What Happens to Shipping Containers Lost at Sea?
Ninety percent of the world’s trade is done with shipping containers, and approximately 10,000 fall into the sea every year, which is about one lost per hour. A study in 2017 indicated that this number has dropped to about 1,582, the bulk of which are lost in natural disasters. About 64 percent of the containers that have been lost in the last decade have been from natural disasters.
This has led to some interesting things being washed ashore and has given scientists some unique opportunities to study the oceans. But aside from these few scientific breakthroughs, what happens to the majority of the containers that fall overboard?
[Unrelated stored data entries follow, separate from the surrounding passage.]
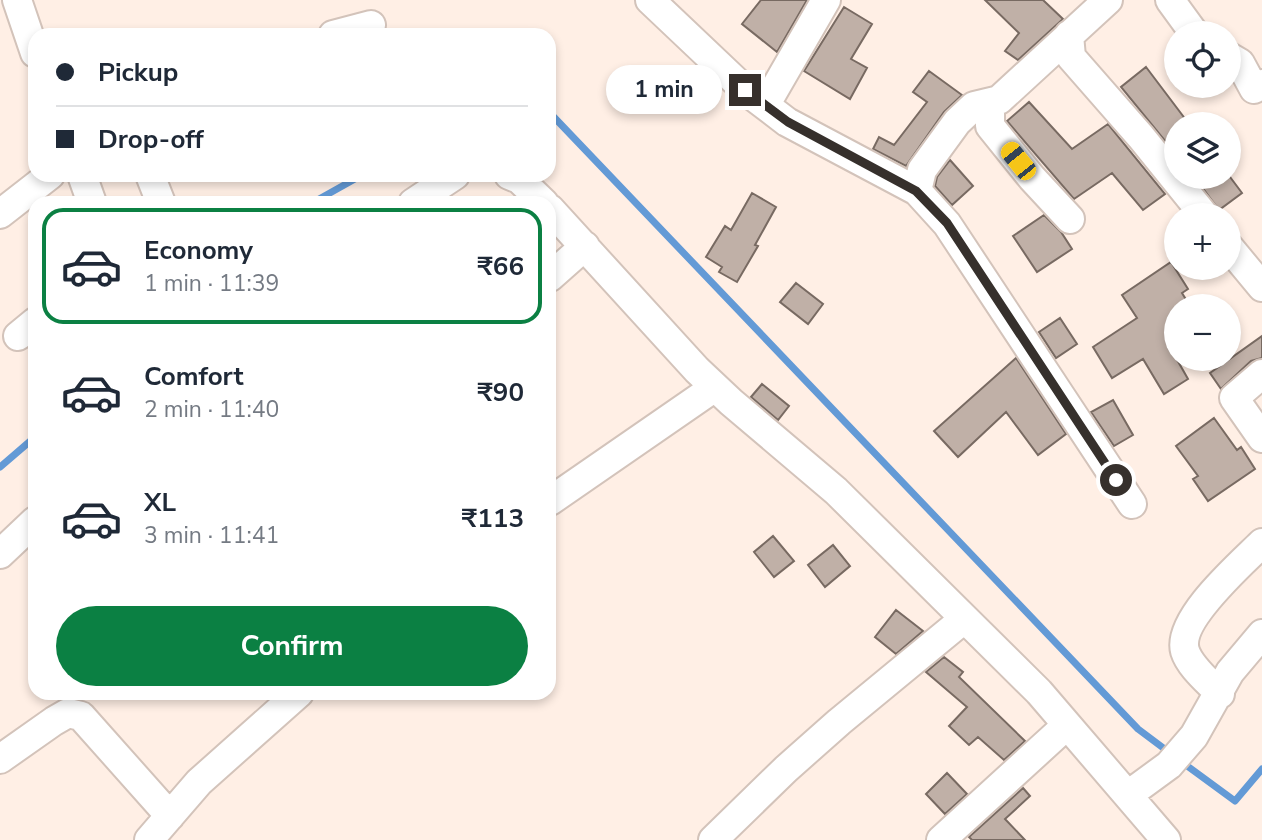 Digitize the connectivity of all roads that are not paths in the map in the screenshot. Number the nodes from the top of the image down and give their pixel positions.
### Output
1 (17, 0) edge
2 (650, 0) edge
3 (826, 0) edge
4 (1108, 0) edge
5 (1170, 0) edge
6 (1185, 21) edge
7 (371, 25) dead end
8 (360, 28) edge
9 (28, 32) edge
10 (1069, 35) junction
11 (1241, 65) edge
12 (1262, 84) edge
13 (990, 103) junction
14 (766, 104) junction
15 (41, 182) edge
16 (444, 182) edge
17 (522, 182) edge
18 (916, 191) junction
19 (424, 196) edge
20 (537, 196) edge
21 (1194, 203) edge
22 (0, 214) edge
23 (556, 215) edge
24 (1070, 219) dead end
25 (585, 246) junction
26 (1241, 262) edge
27 (556, 272) edge
28 (1262, 287) edge
29 (1262, 374) edge
30 (715, 387) junction
31 (1262, 439) edge
32 (556, 497) edge
33 (1132, 504) dead end
34 (28, 528) edge
35 (1262, 543) edge
36 (0, 554) edge
37 (964, 619) junction
38 (1262, 634) edge
39 (1220, 694) junction
40 (291, 700) edge
41 (1067, 725) junction
42 (0, 759) edge
43 (1128, 796) junction
44 (170, 816) junction
45 (1150, 835) edge
46 (149, 840) edge
47 (713, 840) edge
48 (941, 840) edge

1 - 9 street
2 - 14 street
3 - 14 street
4 - 10 street
5 - 6 street
7 - 8 street
10 - 13 street
10 - 21 street
11 - 12 street
13 - 18 street
13 - 24 street
14 - 18 street
15 - 22 street
16 - 19 street
17 - 20 street
18 - 33 street
23 - 25 street
25 - 27 street
25 - 30 street
26 - 28 street
29 - 31 street
30 - 32 street
30 - 37 street
34 - 36 street
35 - 39 street
37 - 41 street
37 - 47 street
38 - 39 street
39 - 43 street
40 - 44 street
41 - 43 street
41 - 48 street
42 - 44 street
43 - 45 street
44 - 46 street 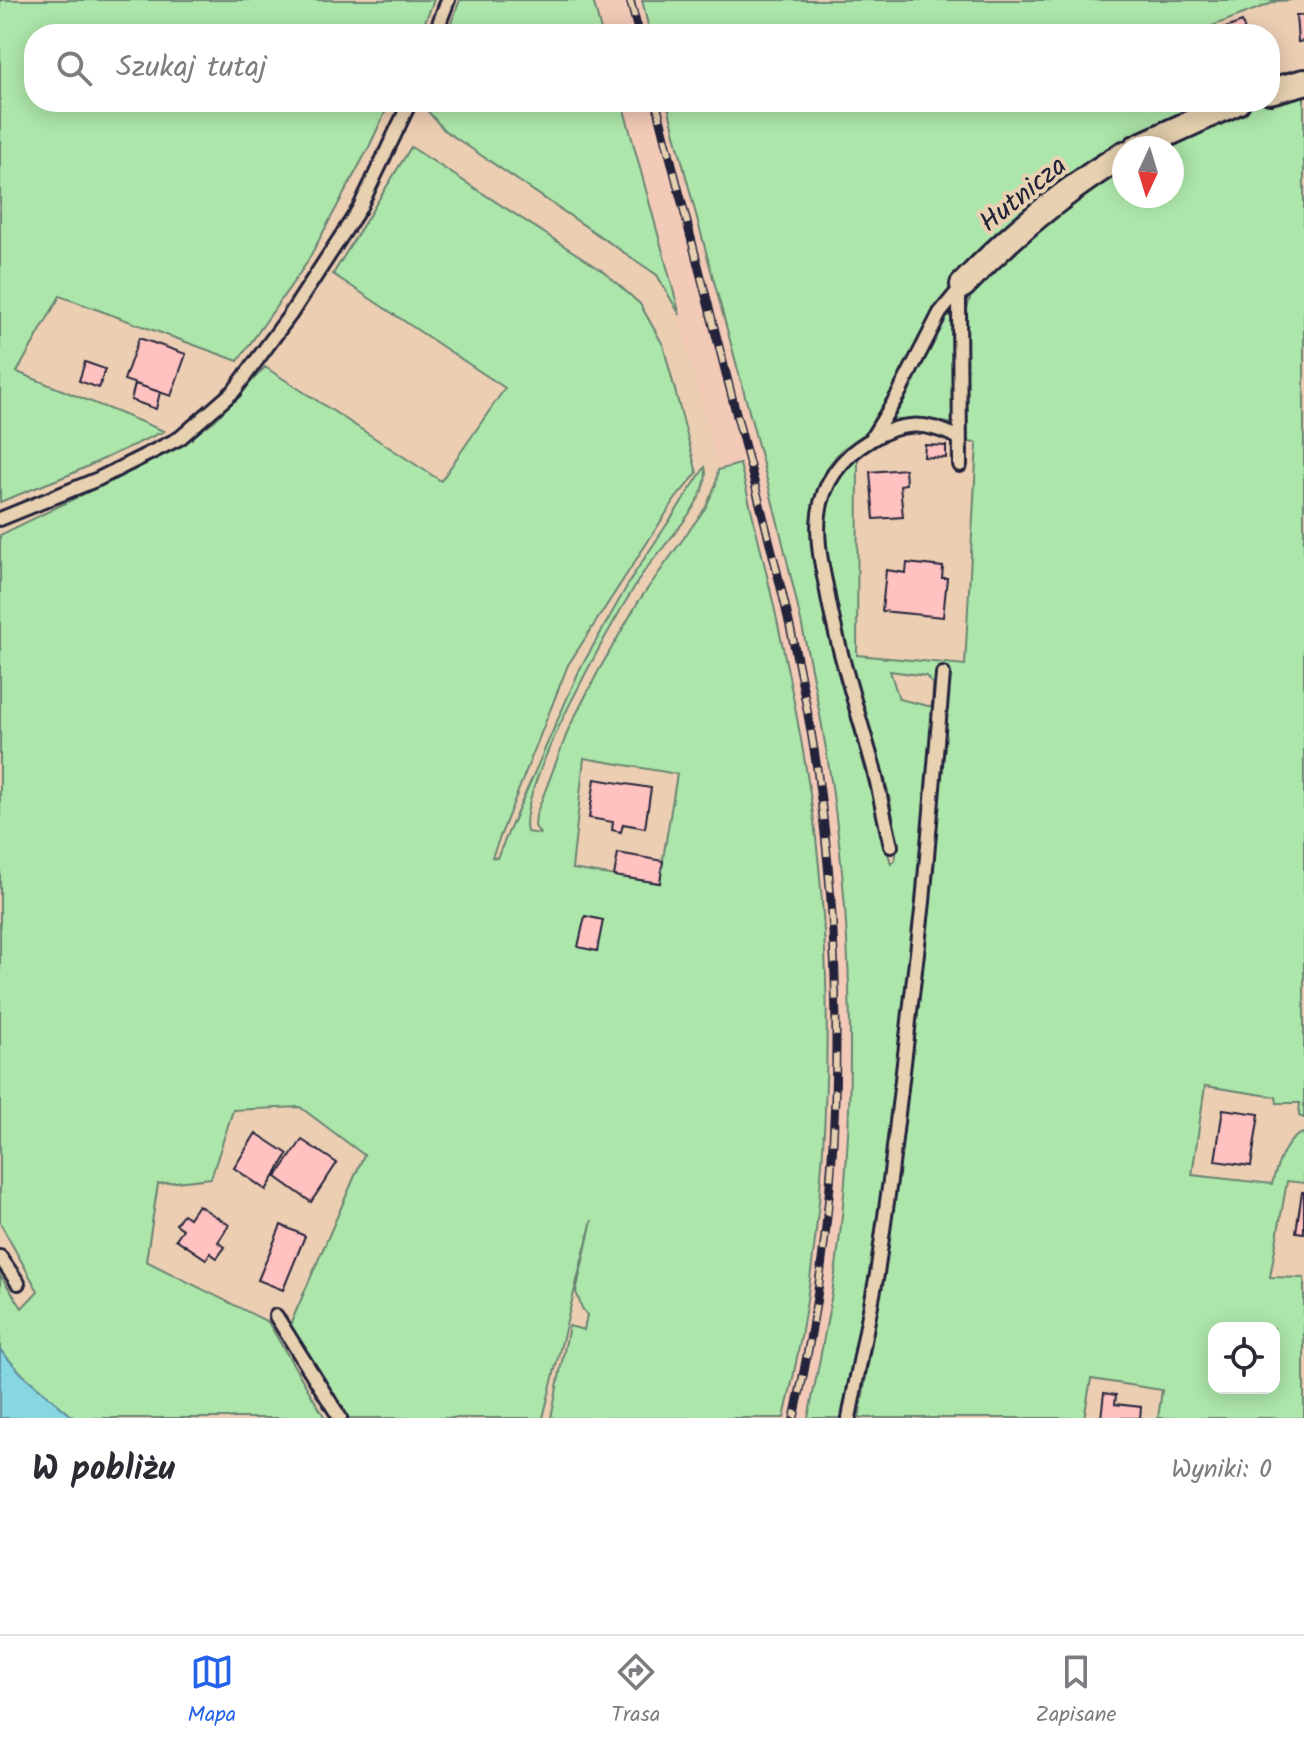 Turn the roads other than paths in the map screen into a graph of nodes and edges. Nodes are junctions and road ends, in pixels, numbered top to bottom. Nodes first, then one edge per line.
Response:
1 (448, 0) edge
2 (439, 24) edge
3 (1304, 82) edge
4 (1280, 88) edge
5 (405, 112) edge
6 (1215, 112) edge
7 (1162, 136) edge
8 (1112, 162) edge
9 (963, 285) junction
10 (959, 438) junction
11 (871, 439) junction
12 (960, 465) dead end
13 (0, 519) edge
14 (943, 674) dead end
15 (891, 846) dead end
16 (0, 1257) edge
17 (18, 1283) dead end
18 (276, 1316) dead end
19 (340, 1418) edge
20 (849, 1418) edge

1 - 2 lane
3 - 4 street
5 - 13 lane
6 - 7 street
8 - 9 street, Hutnicza
9 - 10 lane
9 - 11 lane
10 - 11 lane
10 - 12 lane
11 - 15 lane
14 - 20 lane
16 - 17 lane
18 - 19 lane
Many of the containers will float for a time, sometimes taking up to two months to disappear into the waters; a refrigerated container may float for longer, but it will eventually sink too. The thousands of containers that have been lost are creating little “highways of trash” along the shipping routes in the oceans. They are certainly impacting marine life and forming new habitats along the seabed, and scientists do not yet know what kind of effect this will have on our oceans.
It is currently unknown what will happen if the ocean floor becomes completely “paved” in shipping containers. “They could even provide steppingstones for invasive species that go from one coastal harbor to another,” Andrew DeVogelaere, a biologist at the Monterey Bay National Marine Sanctuary, said.
In 2004, the Med Taipei was leaving the Port of Oakland during a storm and lost 15 containers in the bay. Just four months later, scientists were surveying the ocean floor in the area with an underwater robot, and they uncovered one of the missing containers, which had contained 1,159 steel-belted car tires when it sunk.
The Monterey Bay National Marine Sanctuary took this container as an opportunity to study the impacts of pollution in the deep sea, after finding an entire artificial reef had moved into the container. They found that the positioning of the container had altered the tides in the area and this had attracted predators, lowering the diversity of sea life around the container.
“Although the effects of one container may seem small, the thousands of shipping containers lost on the seafloor each year could eventually become a significant source of pollution for deep-sea ecosystems,” Monterey Bay National Marine Sanctuary researcher Josi Taylor said.
In 1992, a container holding 29,000 plastic bath toys, including rubber ducks, fell overboard and the toys began washing up on the shores of countries all over the world. The ducks were tracked by oceanographer Curtis Ebbesmeyer, and their travels helped him map the currents of our oceans.
These ducks helped revolutionize our understandings of the ocean currents, and they granted some insight into plastic pollution. There are still at least 2,000 ducks floating around the ocean, stuck in the North Pacific Gyre, a vortex of currents that they helped identify.